(a) Field of the Invention
The present invention relates to a plasma display panel (PDP), and more particularly, to discharge sustain electrodes of a PDP.
(b) Description of the Related Art
A PDP is a display device that uses vacuum ultraviolet rays generated by gas discharge in discharge cells to excite phosphors, thereby realizing the display of images. With its ability to realize high-resolution images, the PDP is emerging as one of the most popular flat panel display configurations used for wall-mounted televisions and other similar large-screen applications. The different types of PDPs include the AC PDP, DC PDP, and the hybrid PDP. The AC PDP utilizing a triode surface discharge structure is becoming the most common configuration.
In the AC PDP with a triode surface discharge structure, an address electrode, barrier ribs, and a phosphor layer are formed on a rear substrate corresponding to each discharge cell. Discharge sustain electrodes including scanning electrodes and display electrodes are formed on a front substrate. A dielectric layer is formed covering the address electrodes on the rear substrate, and, similarly, a dielectric layer is formed covering the discharge sustain electrodes on the front substrate. Also, discharge gas (typically an Ne—Xe compound gas) is filled in the discharge cells.
Using the above structure, an address voltage Va is applied between the address electrodes and the scanning electrodes such that address discharge occurs in the discharge cells. As a result of this address discharge, a charge is accumulated on the dielectric layer that is formed covering the discharge sustain electrodes. This charge is referred to as a wall charge. A space voltage formed between the scanning electrodes and the display electrodes as a result of the wall charge is referred to as a wall voltage Vw. The discharge cell in which illumination is to occur is selected by the wall charge.
Next, a discharge sustain voltage Vs is applied between the display electrode and the scanning electrode of the selected discharge cell. Plasma discharge is effected when the sum of the discharge sustain voltage Vs and the wall voltage Vw exceeds a discharge firing voltage Vf. Accordingly, vacuum ultraviolet rays are emitted from Xe atoms that are excited by plasma discharge. The vacuum ultraviolet rays excite phosphors so that they glow (i.e., emit visible light) and thereby enable color display.

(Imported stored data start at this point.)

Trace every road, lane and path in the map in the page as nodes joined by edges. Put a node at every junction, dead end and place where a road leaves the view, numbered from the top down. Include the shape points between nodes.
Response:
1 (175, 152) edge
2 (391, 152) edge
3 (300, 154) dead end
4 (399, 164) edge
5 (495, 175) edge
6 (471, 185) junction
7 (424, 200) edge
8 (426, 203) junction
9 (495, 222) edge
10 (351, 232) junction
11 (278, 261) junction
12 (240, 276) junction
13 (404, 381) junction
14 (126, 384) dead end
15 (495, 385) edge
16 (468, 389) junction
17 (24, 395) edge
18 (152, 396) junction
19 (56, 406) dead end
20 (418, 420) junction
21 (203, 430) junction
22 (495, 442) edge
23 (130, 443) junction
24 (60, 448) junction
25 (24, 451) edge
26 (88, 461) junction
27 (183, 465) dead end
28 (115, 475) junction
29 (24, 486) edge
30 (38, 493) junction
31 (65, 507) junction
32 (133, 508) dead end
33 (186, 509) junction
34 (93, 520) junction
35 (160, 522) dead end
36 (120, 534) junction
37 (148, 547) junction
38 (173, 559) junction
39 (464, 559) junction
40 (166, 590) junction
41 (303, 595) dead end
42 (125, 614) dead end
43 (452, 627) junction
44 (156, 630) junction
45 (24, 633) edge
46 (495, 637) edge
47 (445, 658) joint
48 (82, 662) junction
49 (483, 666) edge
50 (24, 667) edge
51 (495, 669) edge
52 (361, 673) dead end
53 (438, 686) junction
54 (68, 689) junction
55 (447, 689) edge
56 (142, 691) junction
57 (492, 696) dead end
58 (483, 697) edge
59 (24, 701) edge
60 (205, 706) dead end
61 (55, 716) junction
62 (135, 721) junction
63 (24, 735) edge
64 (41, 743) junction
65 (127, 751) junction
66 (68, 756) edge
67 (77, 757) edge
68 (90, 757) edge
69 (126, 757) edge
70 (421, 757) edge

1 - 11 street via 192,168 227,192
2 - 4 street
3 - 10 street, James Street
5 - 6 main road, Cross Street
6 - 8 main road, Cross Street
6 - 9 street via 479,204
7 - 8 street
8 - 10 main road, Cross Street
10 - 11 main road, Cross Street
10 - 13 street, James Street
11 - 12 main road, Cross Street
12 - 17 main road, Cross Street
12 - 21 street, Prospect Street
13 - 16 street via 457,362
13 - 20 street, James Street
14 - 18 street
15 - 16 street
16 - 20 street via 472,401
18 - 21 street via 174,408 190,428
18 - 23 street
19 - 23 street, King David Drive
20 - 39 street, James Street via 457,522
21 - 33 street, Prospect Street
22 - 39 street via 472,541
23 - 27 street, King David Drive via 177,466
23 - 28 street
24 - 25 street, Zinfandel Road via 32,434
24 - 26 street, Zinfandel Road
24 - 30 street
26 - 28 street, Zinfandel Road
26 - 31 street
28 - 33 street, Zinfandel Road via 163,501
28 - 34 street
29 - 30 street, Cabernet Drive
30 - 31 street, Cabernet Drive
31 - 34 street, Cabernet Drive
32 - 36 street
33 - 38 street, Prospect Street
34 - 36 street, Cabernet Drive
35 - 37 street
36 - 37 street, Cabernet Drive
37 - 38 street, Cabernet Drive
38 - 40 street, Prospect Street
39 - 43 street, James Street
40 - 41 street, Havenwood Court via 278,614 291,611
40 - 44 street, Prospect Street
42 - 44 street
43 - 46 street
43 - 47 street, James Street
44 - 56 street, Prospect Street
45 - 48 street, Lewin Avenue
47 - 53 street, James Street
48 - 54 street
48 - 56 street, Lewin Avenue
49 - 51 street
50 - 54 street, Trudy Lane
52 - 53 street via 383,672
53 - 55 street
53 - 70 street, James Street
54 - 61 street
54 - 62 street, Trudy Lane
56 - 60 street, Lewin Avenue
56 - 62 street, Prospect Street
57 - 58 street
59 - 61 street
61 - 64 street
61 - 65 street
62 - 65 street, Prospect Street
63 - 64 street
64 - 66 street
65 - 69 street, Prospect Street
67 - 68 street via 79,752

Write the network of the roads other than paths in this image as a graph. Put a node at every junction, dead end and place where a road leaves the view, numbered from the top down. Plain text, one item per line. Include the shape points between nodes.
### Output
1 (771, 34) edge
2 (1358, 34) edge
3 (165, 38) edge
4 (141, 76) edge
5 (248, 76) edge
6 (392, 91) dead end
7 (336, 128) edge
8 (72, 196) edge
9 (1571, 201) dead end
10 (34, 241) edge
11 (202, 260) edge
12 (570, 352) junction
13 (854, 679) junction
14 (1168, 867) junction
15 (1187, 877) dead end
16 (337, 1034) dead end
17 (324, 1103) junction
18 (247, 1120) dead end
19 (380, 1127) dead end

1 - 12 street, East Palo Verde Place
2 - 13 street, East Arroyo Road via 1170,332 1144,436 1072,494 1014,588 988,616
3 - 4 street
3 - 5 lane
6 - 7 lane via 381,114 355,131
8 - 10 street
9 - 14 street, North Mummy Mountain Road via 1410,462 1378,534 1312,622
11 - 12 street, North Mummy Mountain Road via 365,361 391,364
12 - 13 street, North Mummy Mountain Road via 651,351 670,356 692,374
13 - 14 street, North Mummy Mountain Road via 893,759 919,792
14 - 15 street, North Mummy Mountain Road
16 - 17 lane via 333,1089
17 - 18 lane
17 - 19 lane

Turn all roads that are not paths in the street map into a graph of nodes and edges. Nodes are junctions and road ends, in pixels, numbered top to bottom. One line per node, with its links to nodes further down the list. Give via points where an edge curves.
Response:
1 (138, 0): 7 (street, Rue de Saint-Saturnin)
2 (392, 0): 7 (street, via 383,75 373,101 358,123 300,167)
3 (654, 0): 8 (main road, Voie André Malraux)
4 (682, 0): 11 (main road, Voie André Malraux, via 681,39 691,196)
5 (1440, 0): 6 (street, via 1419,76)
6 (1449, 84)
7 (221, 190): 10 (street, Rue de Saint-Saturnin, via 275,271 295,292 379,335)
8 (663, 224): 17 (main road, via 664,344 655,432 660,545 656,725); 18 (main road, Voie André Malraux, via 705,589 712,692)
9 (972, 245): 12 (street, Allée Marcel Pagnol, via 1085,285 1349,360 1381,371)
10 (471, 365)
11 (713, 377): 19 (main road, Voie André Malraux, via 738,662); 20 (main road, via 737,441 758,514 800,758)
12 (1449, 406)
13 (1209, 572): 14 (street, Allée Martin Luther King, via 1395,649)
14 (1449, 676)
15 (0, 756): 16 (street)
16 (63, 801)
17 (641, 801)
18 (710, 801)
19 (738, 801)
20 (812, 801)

In the PDP operating in this manner, the formation of the discharge sustain electrodes greatly affects sustain discharge characteristics. Transparent material such as indium tin oxide (ITO) is typically used for the conventional discharge sustain electrodes. That is, the conventional discharge sustain electrodes are typically transparent electrodes. This transparency allows visible light generated in the discharge cells to pass through the discharge sustain electrodes while the discharge sustain electrodes perform their function of effecting sustain discharge. A thickness of the transparent discharge sustain electrodes is approximately 1000-1300 Å.
However, the transparent electrodes used for the discharge sustain electrodes are expensive. Manufacturing costs are further increased by the fact that it is necessary to perform an additional patterning process of the transparent electrodes. In addition, because of the high resistance of the transparent electrodes, bus electrodes made of a metal with a low resistance are further needed.
As a result of these problems, many in the field are attempting to realize the discharge sustain electrodes using only metal electrodes instead of the transparent electrode/metal electrode combination. An example of such usage is disclosed in U.S. Pat. No. 6,522,072. In this patent, discharge sustain electrodes are formed using only metal electrodes that are cheaper to manufacture than transparent electrodes. However, discharge sustain electrodes made using metal electrodes such as in the referenced patent reduce an aperture ratio of the PDP such that illumination efficiency is decreased and screen brightness is reduced. If the space between adjacent metal electrodes positioned in discharge gaps is increased in an effort to enhance the aperture ratio, the discharge firing voltage is increased and sustain discharge becomes unstable. An improvement in this regard, therefore, is needed.